University of Greenwich
Professor Jeremy Everett is Professor of Pharmaceutical Technologies in the department of Pharmaceutical, Chemical & Environmental Sciences within the School of Science.
Professor Everett maintains a strong research interest in structure elucidation by NMR spectroscopy and in metabonomics. He conceived metabonomics, and named and defined it together with Professor Jeremy Nicholson (Imperial College, London), with whom he has a long-standing collaboration. He is a co-discoverer of pharmacometabonomics: which is the ability to predict the effects of drugs prior to dosing via metabolic profiling, and he is a co-inventor on a patent granted in the European Community on metabolic profiling in 2011. He is a Visiting Professor in the Department of Surgery and Cancer at Imperial College.
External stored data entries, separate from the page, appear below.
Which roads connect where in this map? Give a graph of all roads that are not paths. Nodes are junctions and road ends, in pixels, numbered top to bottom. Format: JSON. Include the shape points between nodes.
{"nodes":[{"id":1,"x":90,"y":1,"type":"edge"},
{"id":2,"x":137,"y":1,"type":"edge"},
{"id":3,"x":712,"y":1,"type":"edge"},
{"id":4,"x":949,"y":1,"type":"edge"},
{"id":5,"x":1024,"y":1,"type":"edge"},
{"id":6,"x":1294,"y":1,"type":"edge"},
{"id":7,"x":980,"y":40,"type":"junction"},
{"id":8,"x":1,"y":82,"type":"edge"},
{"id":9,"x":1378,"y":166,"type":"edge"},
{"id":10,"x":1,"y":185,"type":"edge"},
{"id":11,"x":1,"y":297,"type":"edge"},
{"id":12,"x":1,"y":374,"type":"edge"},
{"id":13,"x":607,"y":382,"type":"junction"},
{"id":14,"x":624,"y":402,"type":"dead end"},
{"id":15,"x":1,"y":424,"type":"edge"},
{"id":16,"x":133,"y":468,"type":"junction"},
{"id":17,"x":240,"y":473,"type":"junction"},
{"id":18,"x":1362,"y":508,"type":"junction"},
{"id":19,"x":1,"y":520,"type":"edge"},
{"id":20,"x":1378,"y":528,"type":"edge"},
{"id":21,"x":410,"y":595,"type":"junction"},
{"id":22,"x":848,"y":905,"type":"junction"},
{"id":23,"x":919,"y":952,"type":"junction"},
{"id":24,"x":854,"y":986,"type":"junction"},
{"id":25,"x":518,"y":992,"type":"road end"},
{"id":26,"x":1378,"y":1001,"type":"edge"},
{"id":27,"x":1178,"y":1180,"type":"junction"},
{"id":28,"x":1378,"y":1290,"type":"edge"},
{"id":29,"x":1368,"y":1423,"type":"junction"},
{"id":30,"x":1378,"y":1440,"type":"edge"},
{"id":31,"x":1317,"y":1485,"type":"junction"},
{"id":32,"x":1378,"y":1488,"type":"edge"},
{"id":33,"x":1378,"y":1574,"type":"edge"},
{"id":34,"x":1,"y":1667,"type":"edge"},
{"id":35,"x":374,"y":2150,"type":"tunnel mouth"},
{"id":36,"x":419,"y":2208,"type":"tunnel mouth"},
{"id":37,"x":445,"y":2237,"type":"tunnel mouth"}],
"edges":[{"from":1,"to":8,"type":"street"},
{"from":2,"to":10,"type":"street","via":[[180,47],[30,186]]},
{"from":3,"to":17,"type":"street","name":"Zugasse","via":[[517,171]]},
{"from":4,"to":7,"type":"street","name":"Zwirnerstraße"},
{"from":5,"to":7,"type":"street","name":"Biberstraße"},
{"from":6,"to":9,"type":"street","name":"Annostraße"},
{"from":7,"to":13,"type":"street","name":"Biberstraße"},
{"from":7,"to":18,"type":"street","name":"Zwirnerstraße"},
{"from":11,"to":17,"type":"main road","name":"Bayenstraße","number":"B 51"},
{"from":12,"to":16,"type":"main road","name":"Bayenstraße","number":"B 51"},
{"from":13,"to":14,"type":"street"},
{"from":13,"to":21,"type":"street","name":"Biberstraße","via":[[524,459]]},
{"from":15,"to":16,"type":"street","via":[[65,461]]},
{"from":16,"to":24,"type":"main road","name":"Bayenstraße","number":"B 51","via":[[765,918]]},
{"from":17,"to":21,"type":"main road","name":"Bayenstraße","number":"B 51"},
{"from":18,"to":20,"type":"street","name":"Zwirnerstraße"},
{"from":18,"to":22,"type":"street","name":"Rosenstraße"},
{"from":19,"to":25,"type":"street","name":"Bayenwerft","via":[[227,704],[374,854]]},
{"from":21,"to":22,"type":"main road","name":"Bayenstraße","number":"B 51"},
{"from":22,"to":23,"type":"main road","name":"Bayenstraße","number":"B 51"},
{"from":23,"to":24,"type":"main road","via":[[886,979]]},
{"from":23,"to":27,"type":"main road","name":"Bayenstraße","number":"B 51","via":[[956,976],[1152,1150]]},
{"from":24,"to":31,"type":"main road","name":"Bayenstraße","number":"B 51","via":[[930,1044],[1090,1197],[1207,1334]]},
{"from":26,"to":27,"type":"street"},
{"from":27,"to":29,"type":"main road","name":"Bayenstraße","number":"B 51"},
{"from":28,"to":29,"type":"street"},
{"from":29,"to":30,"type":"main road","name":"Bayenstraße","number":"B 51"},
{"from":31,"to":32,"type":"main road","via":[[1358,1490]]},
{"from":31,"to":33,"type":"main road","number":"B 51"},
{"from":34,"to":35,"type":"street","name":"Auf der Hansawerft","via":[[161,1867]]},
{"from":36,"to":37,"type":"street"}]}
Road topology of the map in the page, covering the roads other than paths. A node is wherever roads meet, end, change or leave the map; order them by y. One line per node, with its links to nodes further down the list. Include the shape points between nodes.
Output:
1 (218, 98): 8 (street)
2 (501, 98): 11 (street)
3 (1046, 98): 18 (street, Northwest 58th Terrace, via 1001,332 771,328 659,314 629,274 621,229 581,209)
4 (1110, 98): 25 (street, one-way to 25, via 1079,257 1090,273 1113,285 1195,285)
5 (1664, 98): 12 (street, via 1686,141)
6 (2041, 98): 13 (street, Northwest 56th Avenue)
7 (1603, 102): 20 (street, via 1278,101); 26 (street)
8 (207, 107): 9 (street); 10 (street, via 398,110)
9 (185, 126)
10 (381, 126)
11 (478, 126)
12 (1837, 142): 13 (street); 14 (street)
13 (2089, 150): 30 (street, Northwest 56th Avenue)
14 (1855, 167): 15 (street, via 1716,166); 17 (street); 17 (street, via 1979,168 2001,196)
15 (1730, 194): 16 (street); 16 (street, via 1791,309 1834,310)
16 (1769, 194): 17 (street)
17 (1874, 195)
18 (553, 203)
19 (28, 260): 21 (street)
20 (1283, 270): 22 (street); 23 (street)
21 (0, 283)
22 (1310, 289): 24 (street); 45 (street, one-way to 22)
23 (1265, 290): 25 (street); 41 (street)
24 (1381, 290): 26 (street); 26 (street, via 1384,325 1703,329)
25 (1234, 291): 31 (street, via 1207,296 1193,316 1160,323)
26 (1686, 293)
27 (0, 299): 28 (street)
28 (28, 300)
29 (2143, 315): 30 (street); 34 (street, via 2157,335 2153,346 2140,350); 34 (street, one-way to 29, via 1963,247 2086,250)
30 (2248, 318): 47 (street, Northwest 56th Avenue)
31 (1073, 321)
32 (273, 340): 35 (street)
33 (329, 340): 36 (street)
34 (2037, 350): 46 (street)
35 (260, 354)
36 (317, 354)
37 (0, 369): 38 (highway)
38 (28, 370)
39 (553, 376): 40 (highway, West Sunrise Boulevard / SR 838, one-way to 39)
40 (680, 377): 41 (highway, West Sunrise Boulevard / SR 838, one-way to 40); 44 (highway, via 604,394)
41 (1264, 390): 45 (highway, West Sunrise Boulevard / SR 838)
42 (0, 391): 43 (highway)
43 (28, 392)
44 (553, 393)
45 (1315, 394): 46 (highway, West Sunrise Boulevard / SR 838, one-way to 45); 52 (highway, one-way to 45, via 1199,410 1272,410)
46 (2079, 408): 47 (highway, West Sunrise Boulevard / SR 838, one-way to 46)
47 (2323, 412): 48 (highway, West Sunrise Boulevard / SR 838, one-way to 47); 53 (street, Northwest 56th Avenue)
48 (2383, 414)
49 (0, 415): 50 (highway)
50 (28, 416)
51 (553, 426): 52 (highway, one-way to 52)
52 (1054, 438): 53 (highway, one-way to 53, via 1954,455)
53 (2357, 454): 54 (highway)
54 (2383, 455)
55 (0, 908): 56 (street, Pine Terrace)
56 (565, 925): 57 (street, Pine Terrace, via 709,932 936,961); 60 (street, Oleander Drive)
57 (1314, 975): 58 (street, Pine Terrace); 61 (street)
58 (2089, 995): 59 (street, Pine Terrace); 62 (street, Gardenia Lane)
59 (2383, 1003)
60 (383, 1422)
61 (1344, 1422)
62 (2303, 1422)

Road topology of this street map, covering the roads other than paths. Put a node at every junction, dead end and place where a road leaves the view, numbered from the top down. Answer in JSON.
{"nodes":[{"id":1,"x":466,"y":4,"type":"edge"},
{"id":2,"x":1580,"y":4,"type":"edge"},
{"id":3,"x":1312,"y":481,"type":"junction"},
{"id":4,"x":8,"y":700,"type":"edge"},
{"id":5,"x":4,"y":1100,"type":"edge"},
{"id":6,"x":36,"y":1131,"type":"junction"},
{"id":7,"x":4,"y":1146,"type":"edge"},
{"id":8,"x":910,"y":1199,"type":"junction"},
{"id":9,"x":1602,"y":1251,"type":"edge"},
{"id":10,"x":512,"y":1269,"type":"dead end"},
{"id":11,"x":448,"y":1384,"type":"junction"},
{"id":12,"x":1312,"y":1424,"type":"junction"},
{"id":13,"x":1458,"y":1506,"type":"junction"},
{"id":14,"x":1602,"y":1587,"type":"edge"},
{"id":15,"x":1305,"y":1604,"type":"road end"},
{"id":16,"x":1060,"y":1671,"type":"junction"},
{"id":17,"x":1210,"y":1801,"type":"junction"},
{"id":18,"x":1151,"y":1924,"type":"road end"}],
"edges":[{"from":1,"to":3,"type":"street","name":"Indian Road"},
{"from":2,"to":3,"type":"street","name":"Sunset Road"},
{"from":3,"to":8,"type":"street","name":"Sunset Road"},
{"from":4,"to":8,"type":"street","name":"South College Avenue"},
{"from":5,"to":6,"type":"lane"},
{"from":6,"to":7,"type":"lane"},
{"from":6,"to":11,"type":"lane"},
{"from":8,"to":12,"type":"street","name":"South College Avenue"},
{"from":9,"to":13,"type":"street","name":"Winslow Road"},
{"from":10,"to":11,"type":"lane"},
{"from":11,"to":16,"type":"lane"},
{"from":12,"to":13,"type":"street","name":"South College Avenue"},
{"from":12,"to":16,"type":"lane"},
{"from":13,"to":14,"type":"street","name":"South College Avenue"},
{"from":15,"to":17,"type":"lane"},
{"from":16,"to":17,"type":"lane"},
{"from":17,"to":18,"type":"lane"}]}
Professor Everett is a co-leader of the Medway Metabonomics Group(MMRG) together with Dr Ruey-Leng Loo from the School of Pharmacy and Professor Frank Pullen from the School of Science .
Professor Everett is the author of over 80 publications and reviews and a co-inventor on 3 patents, including one granted in Europe in 2011 on metabolic profiling. He has an H-index of 24 and has been cited in the literature over 2500 times, with his top 3 papers each cited over 300 times.
Professor Everett consults for both major pharmaceutical and small biotech and research institutes on drug discovery. He is also a member of the Industrial Advisory Board for the EU-OpenScreen organisation.
Prior to his current position, Professor Everett held a variety of drug discovery technology leadership positions at Pfizer, and before that, SmithKline Beecham and Beecham Research Laboratories. These positions included responsibilities for analytical sciences, automated purification, biobanking, chemoinformatics, computational chemistry, ligand-based drug design, curation, management and provision of the compound screening file, data support and management, lead generation by high throughput screening, compound library design and production, indications discovery, structural biology, structure-based drug design and drug target analysis.
Professor Everett received both his BSc in chemistry and PhD in physical organic chemistry from Nottingham University. He was a Post-doctoral Fellow at McMaster University in Hamilton, Ontario, and a Research Associate at McGill University, Montréal.